Directions
The entries below are to be copied exactly, with every picture left out.

Items from a data source
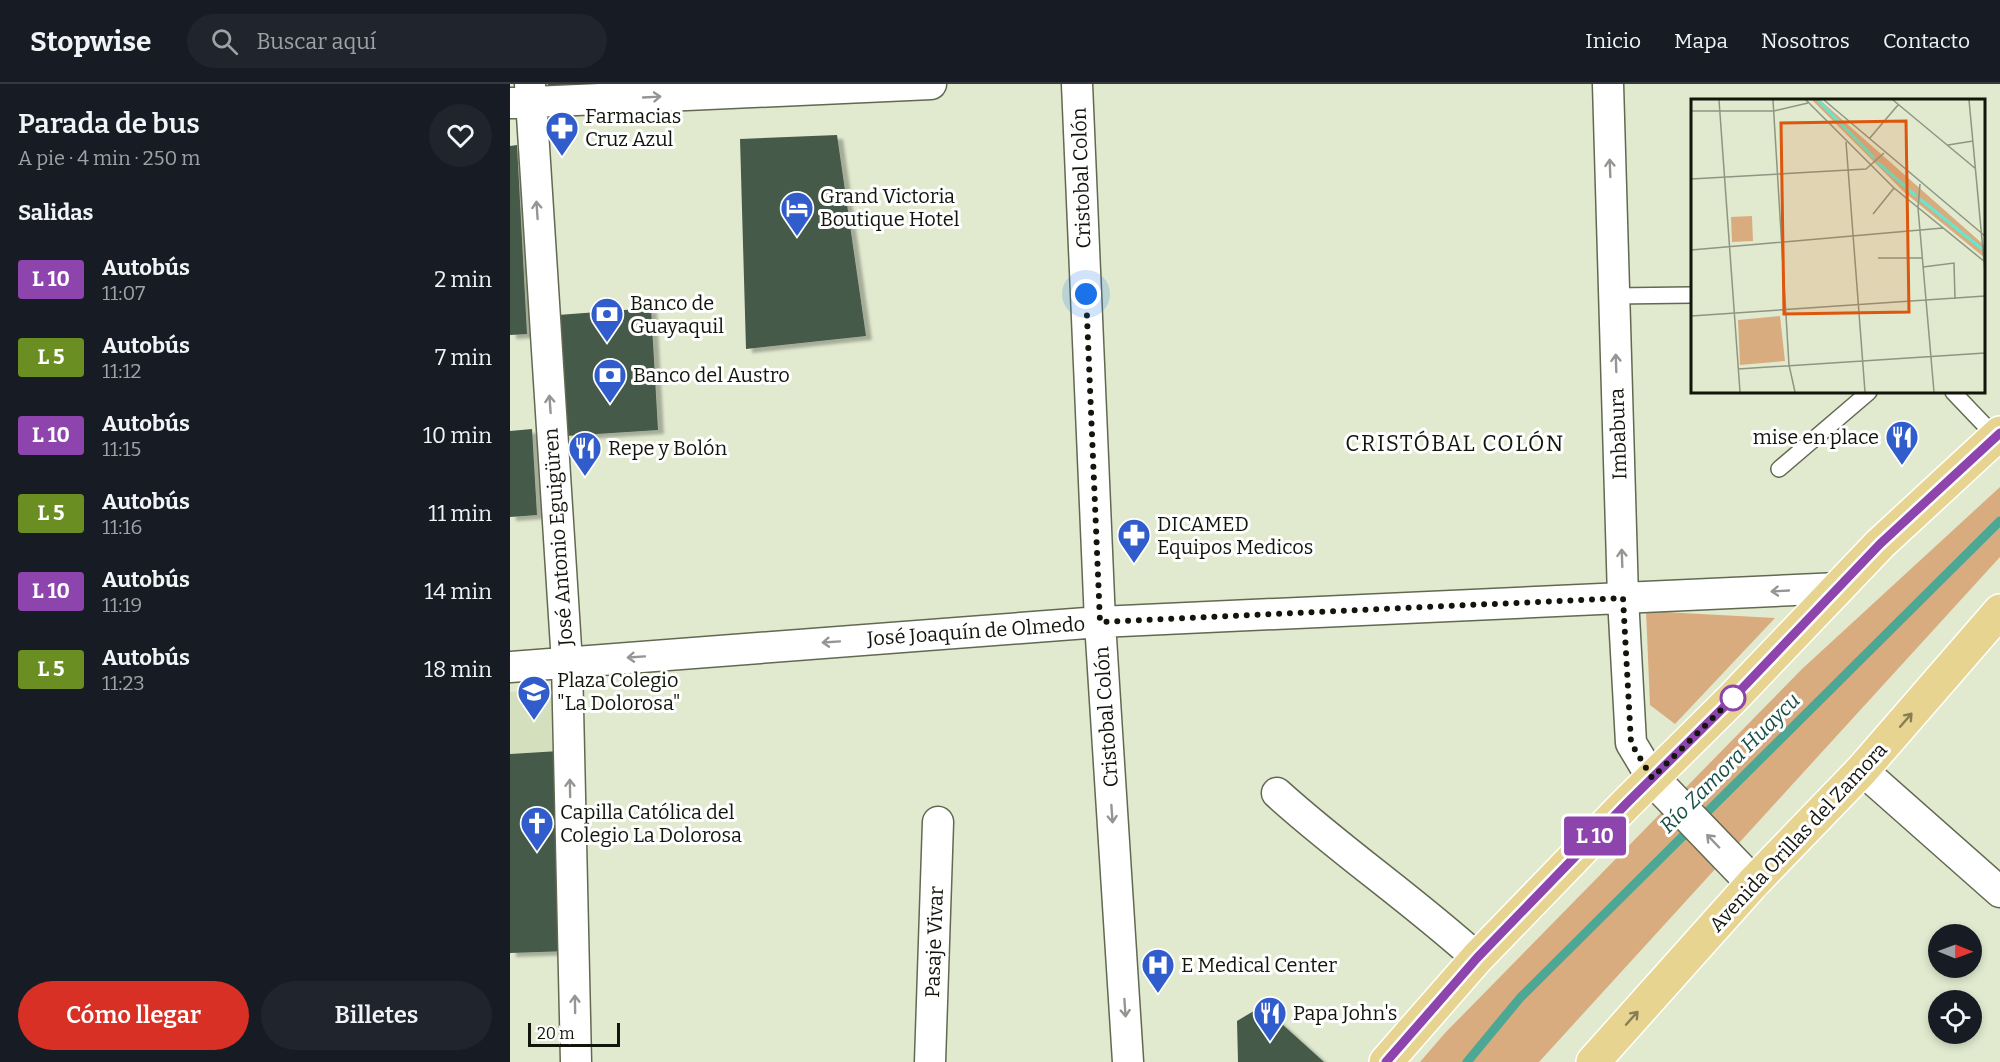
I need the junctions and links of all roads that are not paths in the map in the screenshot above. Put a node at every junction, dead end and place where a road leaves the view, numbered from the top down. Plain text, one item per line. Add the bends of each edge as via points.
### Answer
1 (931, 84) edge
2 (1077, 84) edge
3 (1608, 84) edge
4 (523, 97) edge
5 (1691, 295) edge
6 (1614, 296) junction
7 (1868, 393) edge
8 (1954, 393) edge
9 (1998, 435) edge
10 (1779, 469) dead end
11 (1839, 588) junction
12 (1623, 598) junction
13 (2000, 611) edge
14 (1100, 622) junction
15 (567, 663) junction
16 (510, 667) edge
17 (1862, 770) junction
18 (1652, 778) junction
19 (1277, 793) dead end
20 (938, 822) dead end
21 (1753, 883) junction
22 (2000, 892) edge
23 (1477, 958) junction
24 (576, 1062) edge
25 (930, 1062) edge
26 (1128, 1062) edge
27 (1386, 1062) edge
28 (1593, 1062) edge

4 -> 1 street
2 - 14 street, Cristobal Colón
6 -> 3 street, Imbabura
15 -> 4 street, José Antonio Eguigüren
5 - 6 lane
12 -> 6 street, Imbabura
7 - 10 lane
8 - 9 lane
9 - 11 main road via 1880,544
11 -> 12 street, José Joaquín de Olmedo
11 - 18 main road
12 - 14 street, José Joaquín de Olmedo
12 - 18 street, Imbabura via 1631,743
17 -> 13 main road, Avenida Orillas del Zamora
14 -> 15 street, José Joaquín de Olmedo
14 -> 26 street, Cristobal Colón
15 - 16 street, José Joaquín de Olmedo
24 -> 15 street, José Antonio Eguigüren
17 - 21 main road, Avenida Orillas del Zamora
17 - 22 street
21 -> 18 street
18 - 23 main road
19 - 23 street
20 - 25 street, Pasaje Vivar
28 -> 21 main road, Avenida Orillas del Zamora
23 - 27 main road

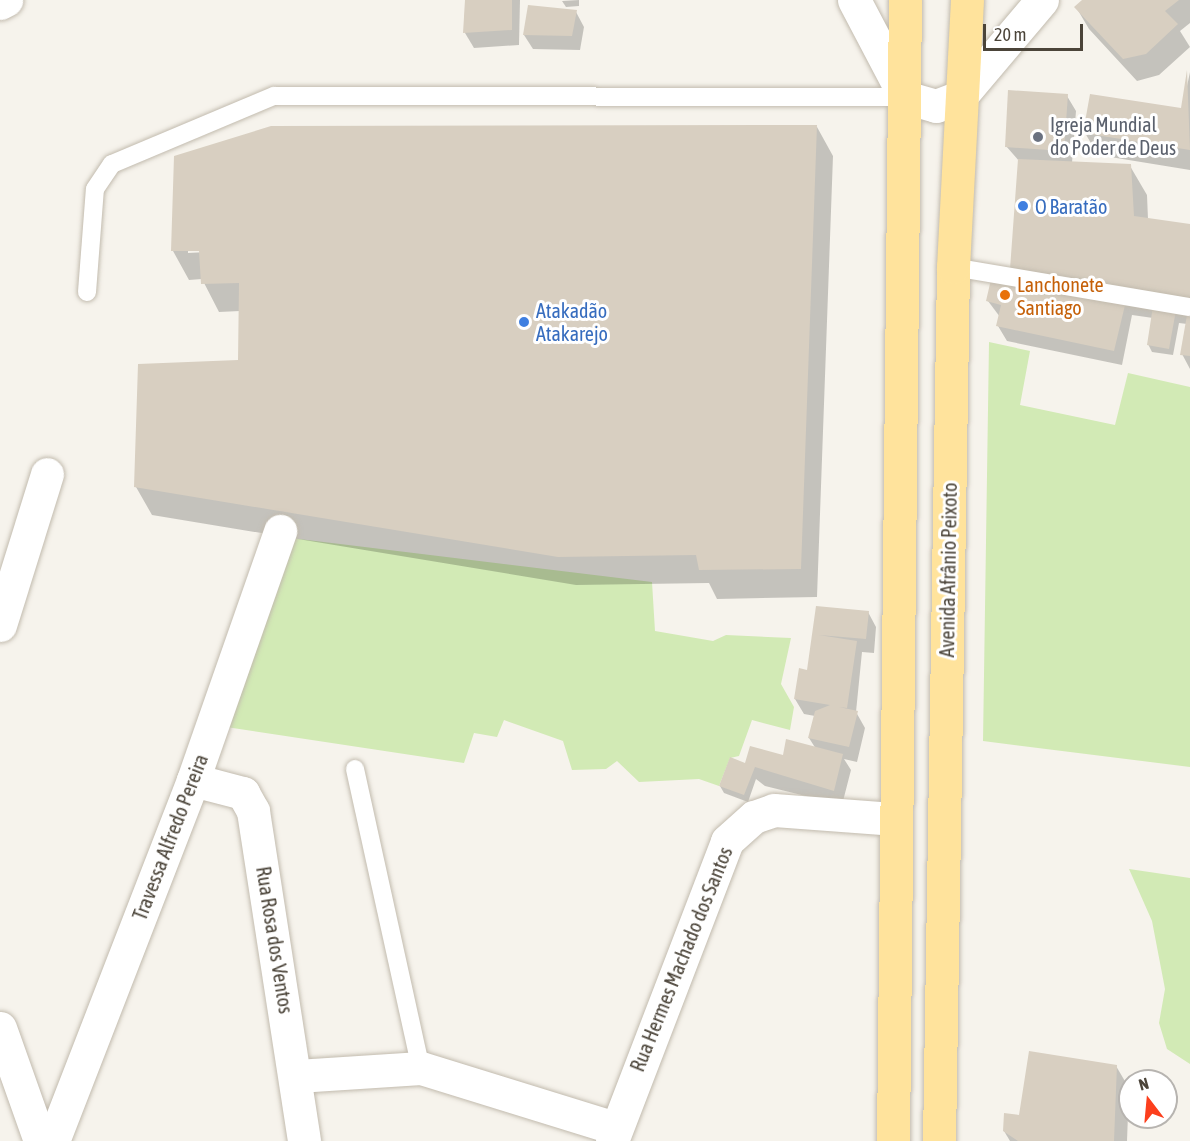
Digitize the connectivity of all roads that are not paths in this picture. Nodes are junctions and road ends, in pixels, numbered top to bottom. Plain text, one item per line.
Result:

Expected answer
I need the junctions and links of all roads that are not paths in the map in the screenshot above. Put a node at every junction, dead end and place where a road leaves the view, numbered from the top down. Plain text, one item per line. Add the bends of each edge as via points.
### Answer
1 (931, 84) edge
2 (1077, 84) edge
3 (1608, 84) edge
4 (523, 97) edge
5 (1691, 295) edge
6 (1614, 296) junction
7 (1868, 393) edge
8 (1954, 393) edge
9 (1998, 435) edge
10 (1779, 469) dead end
11 (1839, 588) junction
12 (1623, 598) junction
13 (2000, 611) edge
14 (1100, 622) junction
15 (567, 663) junction
16 (510, 667) edge
17 (1862, 770) junction
18 (1652, 778) junction
19 (1277, 793) dead end
20 (938, 822) dead end
21 (1753, 883) junction
22 (2000, 892) edge
23 (1477, 958) junction
24 (576, 1062) edge
25 (930, 1062) edge
26 (1128, 1062) edge
27 (1386, 1062) edge
28 (1593, 1062) edge

4 -> 1 street
2 - 14 street, Cristobal Colón
6 -> 3 street, Imbabura
15 -> 4 street, José Antonio Eguigüren
5 - 6 lane
12 -> 6 street, Imbabura
7 - 10 lane
8 - 9 lane
9 - 11 main road via 1880,544
11 -> 12 street, José Joaquín de Olmedo
11 - 18 main road
12 - 14 street, José Joaquín de Olmedo
12 - 18 street, Imbabura via 1631,743
17 -> 13 main road, Avenida Orillas del Zamora
14 -> 15 street, José Joaquín de Olmedo
14 -> 26 street, Cristobal Colón
15 - 16 street, José Joaquín de Olmedo
24 -> 15 street, José Antonio Eguigüren
17 - 21 main road, Avenida Orillas del Zamora
17 - 22 street
21 -> 18 street
18 - 23 main road
19 - 23 street
20 - 25 street, Pasaje Vivar
28 -> 21 main road, Avenida Orillas del Zamora
23 - 27 main road

Digitize the connectivity of all roads that are not paths in this picture. Nodes are junctions and road ends, in pixels, numbered top to bottom. Plain text, one item per line.
Result:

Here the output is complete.